[sc:windows-category ]Last month Microsoft released several patches and KB3002885 was included in the list. When my 2012 servers applied the patches, this patched failed.
To compound the issue, when a single patch fails, Windows rolls back all the patches that were applied at the same time.
This meant that every couple of nights, my servers would reboot and try once more to apply the patch, fail and roll back the changes.
I didn’t have time to look at the problem until recently and really just kind of expect Microsoft to release a new version of the patch which would solve the issue, but that hasn’t happened so it was time to do some investigation.
Checking the “Update History” revealed a couple of different error codes (80073AA2 was common), which didn’t really seem to help, so the first step was to track down exactly which update was failing (Windows doesn’t tell you which one failed, it just marks them all as failed).

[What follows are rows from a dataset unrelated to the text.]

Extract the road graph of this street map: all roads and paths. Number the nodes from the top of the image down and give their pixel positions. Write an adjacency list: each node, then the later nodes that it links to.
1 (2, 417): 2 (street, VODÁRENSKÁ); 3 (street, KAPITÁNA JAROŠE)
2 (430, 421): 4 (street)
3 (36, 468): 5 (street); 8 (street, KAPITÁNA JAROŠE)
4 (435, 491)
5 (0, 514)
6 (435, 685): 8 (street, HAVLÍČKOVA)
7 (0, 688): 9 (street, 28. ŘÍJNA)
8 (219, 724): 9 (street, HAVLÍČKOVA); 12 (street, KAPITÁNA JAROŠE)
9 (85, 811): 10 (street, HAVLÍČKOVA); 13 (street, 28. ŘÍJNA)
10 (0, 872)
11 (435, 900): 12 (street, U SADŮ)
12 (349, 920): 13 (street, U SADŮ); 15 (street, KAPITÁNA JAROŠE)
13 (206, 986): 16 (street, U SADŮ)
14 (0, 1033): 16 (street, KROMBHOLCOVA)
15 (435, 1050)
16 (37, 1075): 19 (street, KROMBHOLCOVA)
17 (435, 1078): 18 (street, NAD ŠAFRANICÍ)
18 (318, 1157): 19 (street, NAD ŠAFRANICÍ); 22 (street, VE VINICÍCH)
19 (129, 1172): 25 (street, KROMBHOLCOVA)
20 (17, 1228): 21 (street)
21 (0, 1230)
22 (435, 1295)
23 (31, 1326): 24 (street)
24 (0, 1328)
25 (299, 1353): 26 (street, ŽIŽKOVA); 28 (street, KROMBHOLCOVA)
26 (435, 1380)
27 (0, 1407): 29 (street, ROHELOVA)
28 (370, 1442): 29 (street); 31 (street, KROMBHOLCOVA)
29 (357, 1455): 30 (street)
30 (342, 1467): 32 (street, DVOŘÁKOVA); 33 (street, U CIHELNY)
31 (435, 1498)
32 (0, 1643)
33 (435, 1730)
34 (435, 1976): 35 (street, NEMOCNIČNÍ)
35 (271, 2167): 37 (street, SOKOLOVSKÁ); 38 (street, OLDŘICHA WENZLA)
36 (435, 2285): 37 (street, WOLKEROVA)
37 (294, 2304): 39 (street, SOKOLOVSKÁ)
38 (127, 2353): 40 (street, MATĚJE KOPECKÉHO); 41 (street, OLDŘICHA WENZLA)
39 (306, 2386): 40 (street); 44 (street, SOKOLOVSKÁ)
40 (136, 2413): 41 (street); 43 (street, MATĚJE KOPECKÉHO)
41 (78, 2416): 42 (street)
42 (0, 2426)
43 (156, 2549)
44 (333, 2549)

While a simple task (just select half the updates and see if it fails, if so select half of those and try again) it does take quite a while to go through the 20 updates and find the one that was broken. In the end it as the patch for KB300285 that was failing.
Doing some research didn’t turn anything obvious us, but after searching the net for a while I did find a reference to a similar problem being caused by corruption in registry, specifically the HKLM\Software\Microsoft\Windows\CurrentVersion\WINEVT hive.
The general consensus was to simply delete the entire hive, instead I renamed it and then re-applied the patch, which worked.
Windows recreated the hive with much less information in it, doing a quick comparison to the original hive turned up only a single key that was missing. I exported that key (HKLM\SOFTWARE\Microsoft\Windows\CurrentVersion\WINEVT\Publishers\{8c416c79-d49b-4f01-a467-e56d3aa8234c}), deleted the new hive, renamed the old one and re-imported the changes.
On my next server I decided to try and just import the missing key and then apply the patches, but that didn’t work.
I had to rename the hive and apply the patches on each of the servers by hand. While this was tedious, it has resolved the issue.